* Assignment *
Output the listing below, keeping each line exactly as it stands.

....

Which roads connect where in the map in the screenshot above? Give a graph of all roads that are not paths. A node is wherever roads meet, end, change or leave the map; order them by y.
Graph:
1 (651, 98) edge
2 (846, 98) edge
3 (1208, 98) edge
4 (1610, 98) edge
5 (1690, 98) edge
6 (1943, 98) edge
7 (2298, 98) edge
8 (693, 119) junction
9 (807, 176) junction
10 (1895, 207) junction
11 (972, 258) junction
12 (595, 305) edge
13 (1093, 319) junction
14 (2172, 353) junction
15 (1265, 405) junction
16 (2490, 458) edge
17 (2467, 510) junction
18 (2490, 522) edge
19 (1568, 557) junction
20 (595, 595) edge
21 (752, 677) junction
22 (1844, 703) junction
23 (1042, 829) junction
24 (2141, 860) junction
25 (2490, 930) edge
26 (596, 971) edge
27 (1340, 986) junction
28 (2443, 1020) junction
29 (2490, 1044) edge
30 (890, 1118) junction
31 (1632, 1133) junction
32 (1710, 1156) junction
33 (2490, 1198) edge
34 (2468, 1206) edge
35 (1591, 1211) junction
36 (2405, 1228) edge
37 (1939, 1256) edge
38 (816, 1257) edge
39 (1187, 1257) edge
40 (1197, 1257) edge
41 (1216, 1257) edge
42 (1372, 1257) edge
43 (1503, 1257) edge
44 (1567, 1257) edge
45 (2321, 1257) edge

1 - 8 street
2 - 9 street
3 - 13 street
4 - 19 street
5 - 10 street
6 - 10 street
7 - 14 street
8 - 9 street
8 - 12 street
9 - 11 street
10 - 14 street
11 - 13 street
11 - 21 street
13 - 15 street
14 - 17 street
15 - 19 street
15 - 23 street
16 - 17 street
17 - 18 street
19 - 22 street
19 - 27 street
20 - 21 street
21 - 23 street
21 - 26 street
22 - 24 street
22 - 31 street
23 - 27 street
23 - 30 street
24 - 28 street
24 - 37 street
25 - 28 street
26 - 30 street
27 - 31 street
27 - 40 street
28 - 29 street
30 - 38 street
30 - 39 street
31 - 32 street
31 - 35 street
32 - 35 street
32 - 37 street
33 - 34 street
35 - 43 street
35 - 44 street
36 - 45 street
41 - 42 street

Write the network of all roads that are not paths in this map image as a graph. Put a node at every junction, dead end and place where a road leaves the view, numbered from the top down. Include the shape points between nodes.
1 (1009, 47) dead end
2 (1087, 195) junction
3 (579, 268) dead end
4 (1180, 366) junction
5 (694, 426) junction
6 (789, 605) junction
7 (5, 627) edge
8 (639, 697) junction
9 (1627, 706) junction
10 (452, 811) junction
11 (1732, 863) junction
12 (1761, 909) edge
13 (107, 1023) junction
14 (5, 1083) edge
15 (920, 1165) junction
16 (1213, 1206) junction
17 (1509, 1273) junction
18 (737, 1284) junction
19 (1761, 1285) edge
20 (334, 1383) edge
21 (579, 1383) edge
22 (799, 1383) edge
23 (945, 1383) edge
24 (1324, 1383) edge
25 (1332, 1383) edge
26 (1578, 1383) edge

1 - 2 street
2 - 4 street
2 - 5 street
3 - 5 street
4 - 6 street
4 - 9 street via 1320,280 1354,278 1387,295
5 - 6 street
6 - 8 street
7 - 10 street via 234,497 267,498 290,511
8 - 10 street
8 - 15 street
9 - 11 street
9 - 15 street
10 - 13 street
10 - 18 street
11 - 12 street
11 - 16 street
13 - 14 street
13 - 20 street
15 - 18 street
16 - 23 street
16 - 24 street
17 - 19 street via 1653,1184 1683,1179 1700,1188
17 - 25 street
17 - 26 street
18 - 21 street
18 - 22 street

....

* Problem solution *
Which roads connect where in the map in the screenshot above? Give a graph of all roads that are not paths. A node is wherever roads meet, end, change or leave the map; order them by y.
Graph:
1 (651, 98) edge
2 (846, 98) edge
3 (1208, 98) edge
4 (1610, 98) edge
5 (1690, 98) edge
6 (1943, 98) edge
7 (2298, 98) edge
8 (693, 119) junction
9 (807, 176) junction
10 (1895, 207) junction
11 (972, 258) junction
12 (595, 305) edge
13 (1093, 319) junction
14 (2172, 353) junction
15 (1265, 405) junction
16 (2490, 458) edge
17 (2467, 510) junction
18 (2490, 522) edge
19 (1568, 557) junction
20 (595, 595) edge
21 (752, 677) junction
22 (1844, 703) junction
23 (1042, 829) junction
24 (2141, 860) junction
25 (2490, 930) edge
26 (596, 971) edge
27 (1340, 986) junction
28 (2443, 1020) junction
29 (2490, 1044) edge
30 (890, 1118) junction
31 (1632, 1133) junction
32 (1710, 1156) junction
33 (2490, 1198) edge
34 (2468, 1206) edge
35 (1591, 1211) junction
36 (2405, 1228) edge
37 (1939, 1256) edge
38 (816, 1257) edge
39 (1187, 1257) edge
40 (1197, 1257) edge
41 (1216, 1257) edge
42 (1372, 1257) edge
43 (1503, 1257) edge
44 (1567, 1257) edge
45 (2321, 1257) edge

1 - 8 street
2 - 9 street
3 - 13 street
4 - 19 street
5 - 10 street
6 - 10 street
7 - 14 street
8 - 9 street
8 - 12 street
9 - 11 street
10 - 14 street
11 - 13 street
11 - 21 street
13 - 15 street
14 - 17 street
15 - 19 street
15 - 23 street
16 - 17 street
17 - 18 street
19 - 22 street
19 - 27 street
20 - 21 street
21 - 23 street
21 - 26 street
22 - 24 street
22 - 31 street
23 - 27 street
23 - 30 street
24 - 28 street
24 - 37 street
25 - 28 street
26 - 30 street
27 - 31 street
27 - 40 street
28 - 29 street
30 - 38 street
30 - 39 street
31 - 32 street
31 - 35 street
32 - 35 street
32 - 37 street
33 - 34 street
35 - 43 street
35 - 44 street
36 - 45 street
41 - 42 street

Write the network of all roads that are not paths in this map image as a graph. Put a node at every junction, dead end and place where a road leaves the view, numbered from the top down. Include the shape points between nodes.
1 (1009, 47) dead end
2 (1087, 195) junction
3 (579, 268) dead end
4 (1180, 366) junction
5 (694, 426) junction
6 (789, 605) junction
7 (5, 627) edge
8 (639, 697) junction
9 (1627, 706) junction
10 (452, 811) junction
11 (1732, 863) junction
12 (1761, 909) edge
13 (107, 1023) junction
14 (5, 1083) edge
15 (920, 1165) junction
16 (1213, 1206) junction
17 (1509, 1273) junction
18 (737, 1284) junction
19 (1761, 1285) edge
20 (334, 1383) edge
21 (579, 1383) edge
22 (799, 1383) edge
23 (945, 1383) edge
24 (1324, 1383) edge
25 (1332, 1383) edge
26 (1578, 1383) edge

1 - 2 street
2 - 4 street
2 - 5 street
3 - 5 street
4 - 6 street
4 - 9 street via 1320,280 1354,278 1387,295
5 - 6 street
6 - 8 street
7 - 10 street via 234,497 267,498 290,511
8 - 10 street
8 - 15 street
9 - 11 street
9 - 15 street
10 - 13 street
10 - 18 street
11 - 12 street
11 - 16 street
13 - 14 street
13 - 20 street
15 - 18 street
16 - 23 street
16 - 24 street
17 - 19 street via 1653,1184 1683,1179 1700,1188
17 - 25 street
17 - 26 street
18 - 21 street
18 - 22 street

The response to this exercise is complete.